Let me introduce you to Honzik, a drowned baby living in the Czech Republic. In the video below you can see Honzik storming and beginning to develop the backwards C-Shape that Robert also developed and suffered with for 27+ days.
Honzik’s family found Robert’s story and reached out to us. We provided them with the HBOT protocol used to treat Robert and they approached the hospital treating Honzik. The response was the Czech version of, “Why not?” Here is Honzik four dives later. The bend is gone. He is aware and receiving physical therapy.

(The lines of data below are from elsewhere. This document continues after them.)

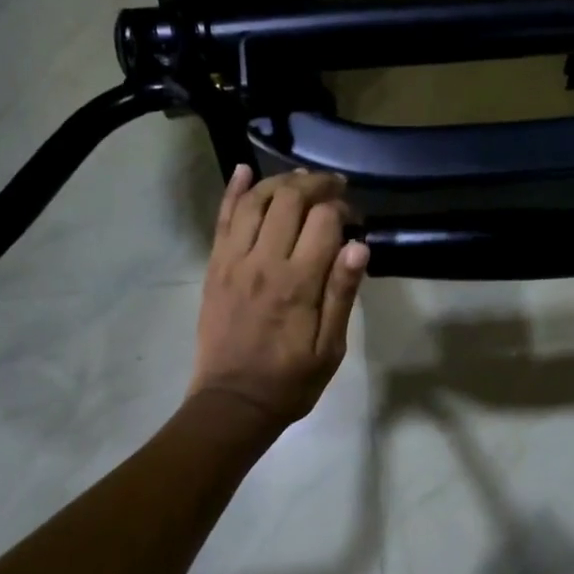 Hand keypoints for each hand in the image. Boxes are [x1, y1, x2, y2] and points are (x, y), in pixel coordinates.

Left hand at [190, 166, 368, 431]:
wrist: (232, 402)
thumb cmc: (290, 380)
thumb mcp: (330, 348)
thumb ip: (342, 294)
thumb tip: (359, 245)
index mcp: (298, 283)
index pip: (324, 221)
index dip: (343, 209)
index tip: (354, 217)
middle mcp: (264, 262)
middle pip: (289, 199)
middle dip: (316, 184)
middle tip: (334, 187)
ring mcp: (233, 261)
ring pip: (255, 201)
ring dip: (280, 182)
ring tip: (300, 179)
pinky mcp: (215, 266)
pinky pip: (223, 219)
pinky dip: (234, 191)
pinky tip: (244, 170) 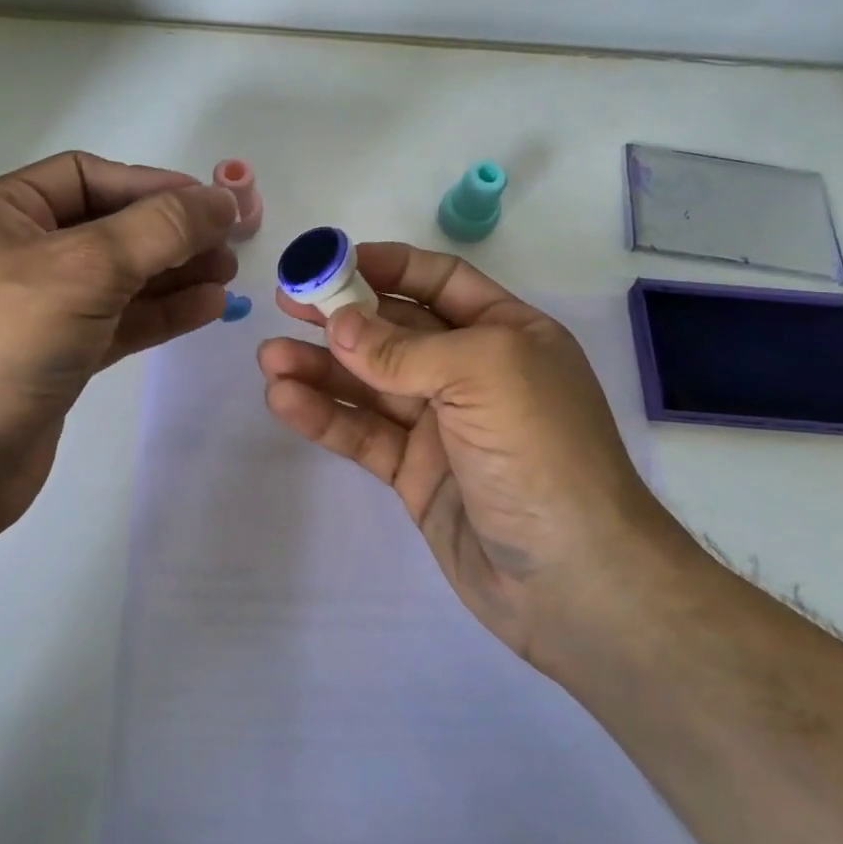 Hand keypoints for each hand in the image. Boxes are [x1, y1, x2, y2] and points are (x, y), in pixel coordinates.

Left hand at [0, 151, 237, 545]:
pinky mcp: (56, 356)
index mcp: (0, 213)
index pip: (87, 177)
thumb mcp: (87, 267)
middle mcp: (15, 253)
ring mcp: (36, 309)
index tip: (209, 205)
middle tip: (227, 247)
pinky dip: (160, 313)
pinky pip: (116, 321)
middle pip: (109, 228)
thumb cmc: (7, 342)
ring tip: (226, 279)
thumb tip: (223, 200)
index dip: (151, 185)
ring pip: (118, 279)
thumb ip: (161, 228)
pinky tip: (205, 308)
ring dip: (173, 275)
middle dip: (170, 235)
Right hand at [259, 243, 692, 670]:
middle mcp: (472, 373)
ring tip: (269, 358)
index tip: (332, 262)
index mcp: (506, 333)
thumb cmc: (541, 452)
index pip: (440, 282)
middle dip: (341, 316)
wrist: (573, 581)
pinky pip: (364, 434)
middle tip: (285, 304)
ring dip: (320, 367)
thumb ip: (403, 349)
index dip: (387, 266)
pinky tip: (285, 401)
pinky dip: (325, 416)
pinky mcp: (415, 473)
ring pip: (370, 384)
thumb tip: (339, 324)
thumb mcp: (482, 374)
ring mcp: (442, 426)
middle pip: (395, 331) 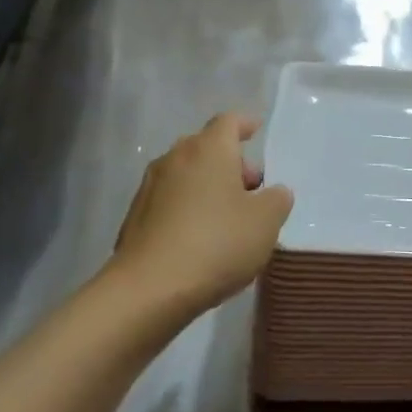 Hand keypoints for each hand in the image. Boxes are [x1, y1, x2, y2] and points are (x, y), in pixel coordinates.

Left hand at [112, 113, 292, 315]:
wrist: (147, 290)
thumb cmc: (216, 243)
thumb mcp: (265, 222)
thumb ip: (277, 200)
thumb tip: (274, 193)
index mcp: (209, 148)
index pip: (229, 121)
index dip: (246, 125)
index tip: (257, 131)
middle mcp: (176, 157)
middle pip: (207, 147)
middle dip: (231, 162)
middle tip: (251, 190)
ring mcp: (150, 186)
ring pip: (186, 174)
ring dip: (207, 186)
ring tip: (227, 218)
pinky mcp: (134, 217)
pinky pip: (169, 201)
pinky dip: (186, 208)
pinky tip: (198, 239)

Update five months after injury: We received pictures and video today of Baby Honzik at home, following commands and re-learning to walk. Prompt HBOT stopped the damage occurring in his brain!
And now for Penny, a drowned baby living in Florida. When she was discharged from the hospital after her initial treatment for drowning, her parents were told that per her MRI she had ‘irreparable’ damage to the brain stem and medulla oblongata and would be a vegetable for life. Unfortunately, Penny developed an infection around her trachea that caused her to begin seizing. When she was admitted to the hospital for the seizures, an MRI was performed to try to determine the cause of the seizures. While the MRI disclosed no cerebellar reason for the seizures, the MRI did show a ‘normal’ brain stem and medulla oblongata. The difference? A single, forty-dive round of HBOT treatment.
I offer these ‘case studies’ as encouragement to parents dealing with a hypoxic/anoxic/reperfusion brain injury. There are treatments available. A brain given the correct support will heal. TBI is not a death sentence.
I offer these ‘case studies’ as correction to those that say nothing can be done. I listened to you tell me that everything that made Robert, Robert, was gone. That bubbly little boy is still here with us. He is still as funny and sweet as he was before his accident and is now speaking in sentences and playing jokes on his sister.
I offer these ‘case studies’ as rebuke to the doctors, hospitals and insurance companies that continue to fight against using early HBOT to prevent reperfusion injury. You have admitted that the existing protocols don’t work. What is required to get you to try something else? Early HBOT saves lives, saves quality of life and saves money. “Why not?”